◆ Exercise objective: Please copy every line from the following entries in which the word "that" appears.

◆ Data supplied:

'''

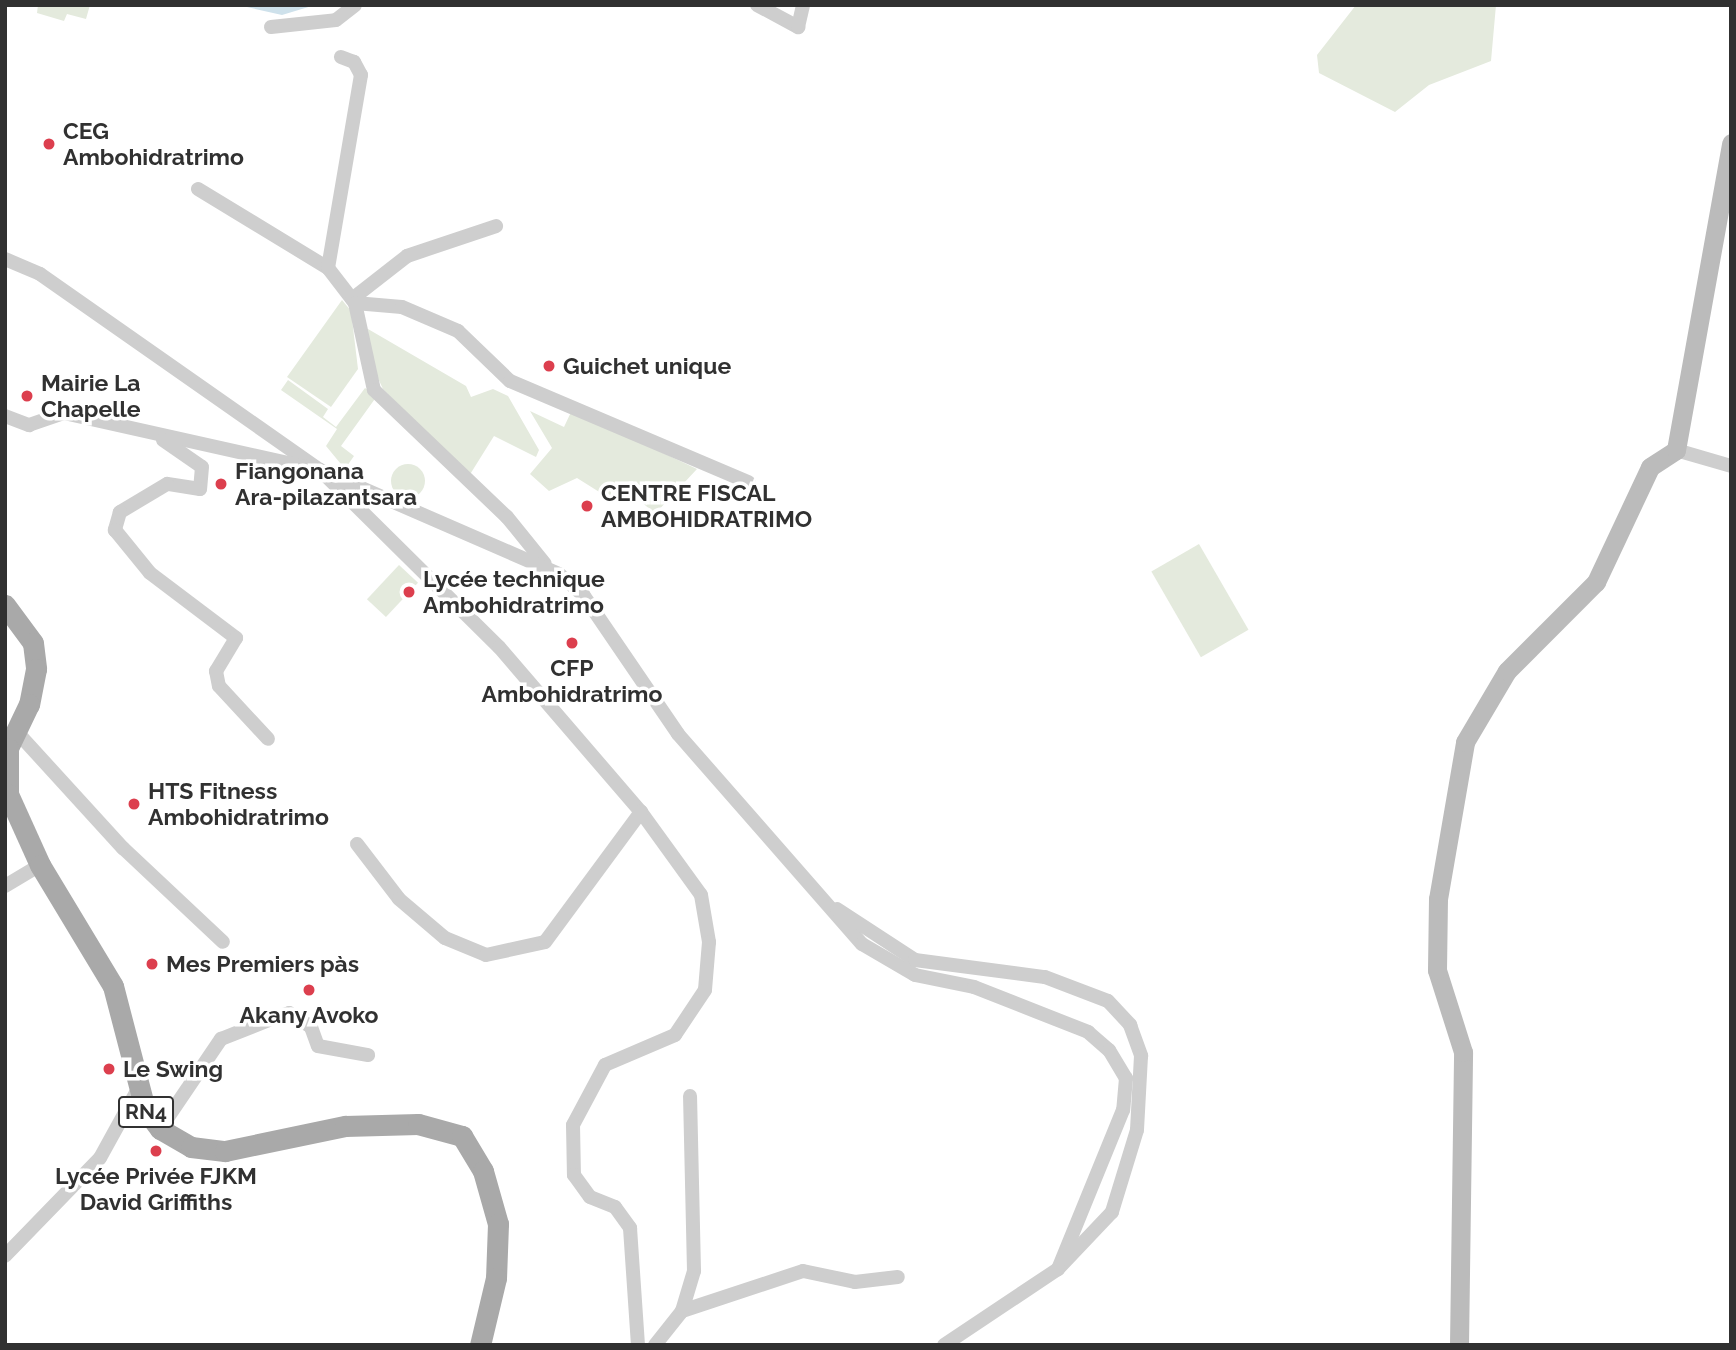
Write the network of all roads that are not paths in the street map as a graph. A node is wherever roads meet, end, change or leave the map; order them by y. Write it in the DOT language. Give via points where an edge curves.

'''
'''

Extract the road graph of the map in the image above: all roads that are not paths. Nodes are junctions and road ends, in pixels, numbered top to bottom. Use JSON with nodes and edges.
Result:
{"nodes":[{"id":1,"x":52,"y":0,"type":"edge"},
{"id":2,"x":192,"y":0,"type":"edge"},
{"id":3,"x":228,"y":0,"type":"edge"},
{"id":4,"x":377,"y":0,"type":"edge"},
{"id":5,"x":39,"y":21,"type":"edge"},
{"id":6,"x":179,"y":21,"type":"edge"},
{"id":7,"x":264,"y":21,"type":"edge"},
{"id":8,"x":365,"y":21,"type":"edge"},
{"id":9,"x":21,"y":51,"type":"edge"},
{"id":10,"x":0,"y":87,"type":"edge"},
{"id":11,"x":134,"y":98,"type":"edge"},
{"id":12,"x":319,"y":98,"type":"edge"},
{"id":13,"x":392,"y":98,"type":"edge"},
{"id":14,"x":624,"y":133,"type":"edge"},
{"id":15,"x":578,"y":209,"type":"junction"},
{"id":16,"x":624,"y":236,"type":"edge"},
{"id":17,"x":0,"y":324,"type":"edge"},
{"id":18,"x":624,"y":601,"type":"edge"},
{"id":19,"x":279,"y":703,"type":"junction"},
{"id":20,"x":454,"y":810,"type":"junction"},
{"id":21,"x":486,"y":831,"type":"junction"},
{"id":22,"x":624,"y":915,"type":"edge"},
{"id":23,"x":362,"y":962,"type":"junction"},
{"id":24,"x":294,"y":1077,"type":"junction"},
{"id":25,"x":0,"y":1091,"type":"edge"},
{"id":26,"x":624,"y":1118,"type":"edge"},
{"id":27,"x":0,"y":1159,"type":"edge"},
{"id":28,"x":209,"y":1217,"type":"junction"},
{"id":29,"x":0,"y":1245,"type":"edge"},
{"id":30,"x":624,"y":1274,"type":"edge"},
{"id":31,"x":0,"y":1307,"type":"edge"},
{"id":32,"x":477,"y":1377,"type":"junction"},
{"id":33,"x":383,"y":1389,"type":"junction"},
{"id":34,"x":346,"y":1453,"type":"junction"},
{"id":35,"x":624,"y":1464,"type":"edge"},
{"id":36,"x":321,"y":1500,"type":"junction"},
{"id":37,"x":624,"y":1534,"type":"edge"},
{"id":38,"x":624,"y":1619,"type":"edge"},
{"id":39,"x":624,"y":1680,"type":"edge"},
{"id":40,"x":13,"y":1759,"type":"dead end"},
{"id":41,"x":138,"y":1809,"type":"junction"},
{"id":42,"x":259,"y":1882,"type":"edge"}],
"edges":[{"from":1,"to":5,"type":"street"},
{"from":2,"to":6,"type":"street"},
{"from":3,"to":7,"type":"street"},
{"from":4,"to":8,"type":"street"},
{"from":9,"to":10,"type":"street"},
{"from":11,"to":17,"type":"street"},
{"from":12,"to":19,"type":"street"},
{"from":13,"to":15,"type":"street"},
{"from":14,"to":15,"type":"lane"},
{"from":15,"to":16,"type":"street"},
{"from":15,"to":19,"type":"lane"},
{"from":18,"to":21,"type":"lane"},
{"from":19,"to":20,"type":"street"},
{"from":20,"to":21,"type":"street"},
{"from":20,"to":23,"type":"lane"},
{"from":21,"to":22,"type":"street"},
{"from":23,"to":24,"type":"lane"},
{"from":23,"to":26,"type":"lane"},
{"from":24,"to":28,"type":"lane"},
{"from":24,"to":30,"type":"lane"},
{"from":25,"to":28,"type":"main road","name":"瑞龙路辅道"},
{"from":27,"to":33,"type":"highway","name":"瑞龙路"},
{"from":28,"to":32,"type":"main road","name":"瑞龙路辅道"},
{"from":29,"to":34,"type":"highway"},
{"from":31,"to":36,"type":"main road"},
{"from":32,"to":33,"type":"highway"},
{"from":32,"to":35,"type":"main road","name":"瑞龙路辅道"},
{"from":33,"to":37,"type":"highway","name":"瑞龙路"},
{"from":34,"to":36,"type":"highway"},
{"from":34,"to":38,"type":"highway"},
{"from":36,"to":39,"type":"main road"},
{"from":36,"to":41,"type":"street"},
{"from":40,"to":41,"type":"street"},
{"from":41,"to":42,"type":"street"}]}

'''
'''

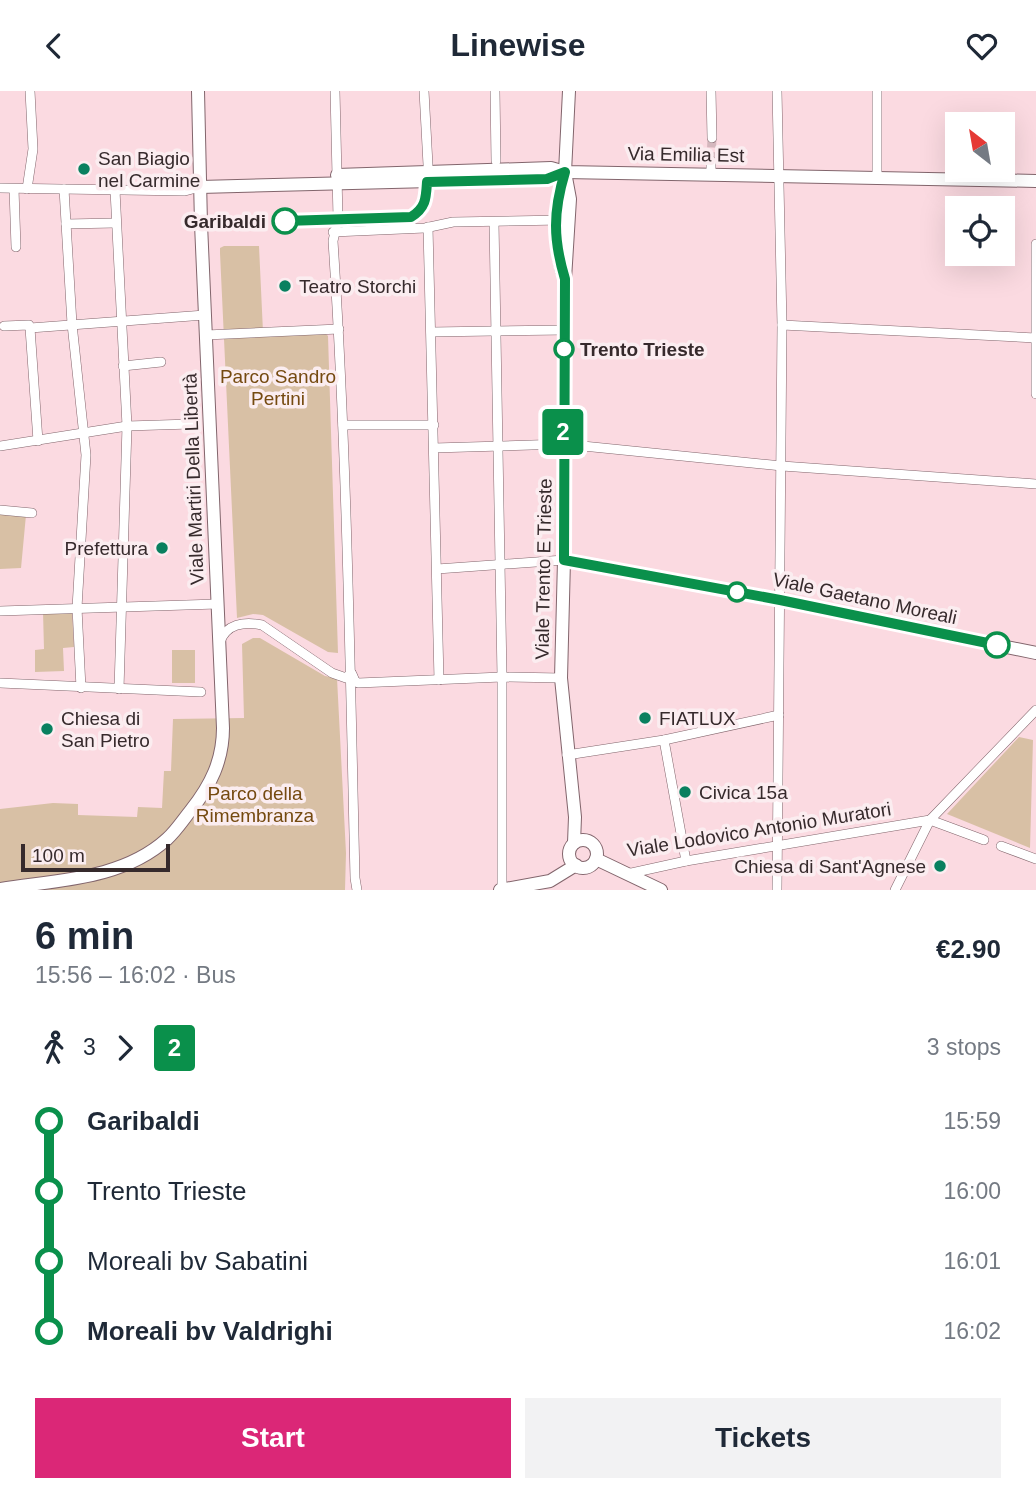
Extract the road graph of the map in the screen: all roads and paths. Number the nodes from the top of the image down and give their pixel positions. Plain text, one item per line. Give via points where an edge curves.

'''

◆ Answer section:
Write the network of all roads that are not paths in the street map as a graph. A node is wherever roads meet, end, change or leave the map; order them by y. Write it in the DOT language. Give via points where an edge curves.
Extract the road graph of the map in the image above: all roads that are not paths. Nodes are junctions and road ends, in pixels, numbered top to bottom. Use JSON with nodes and edges.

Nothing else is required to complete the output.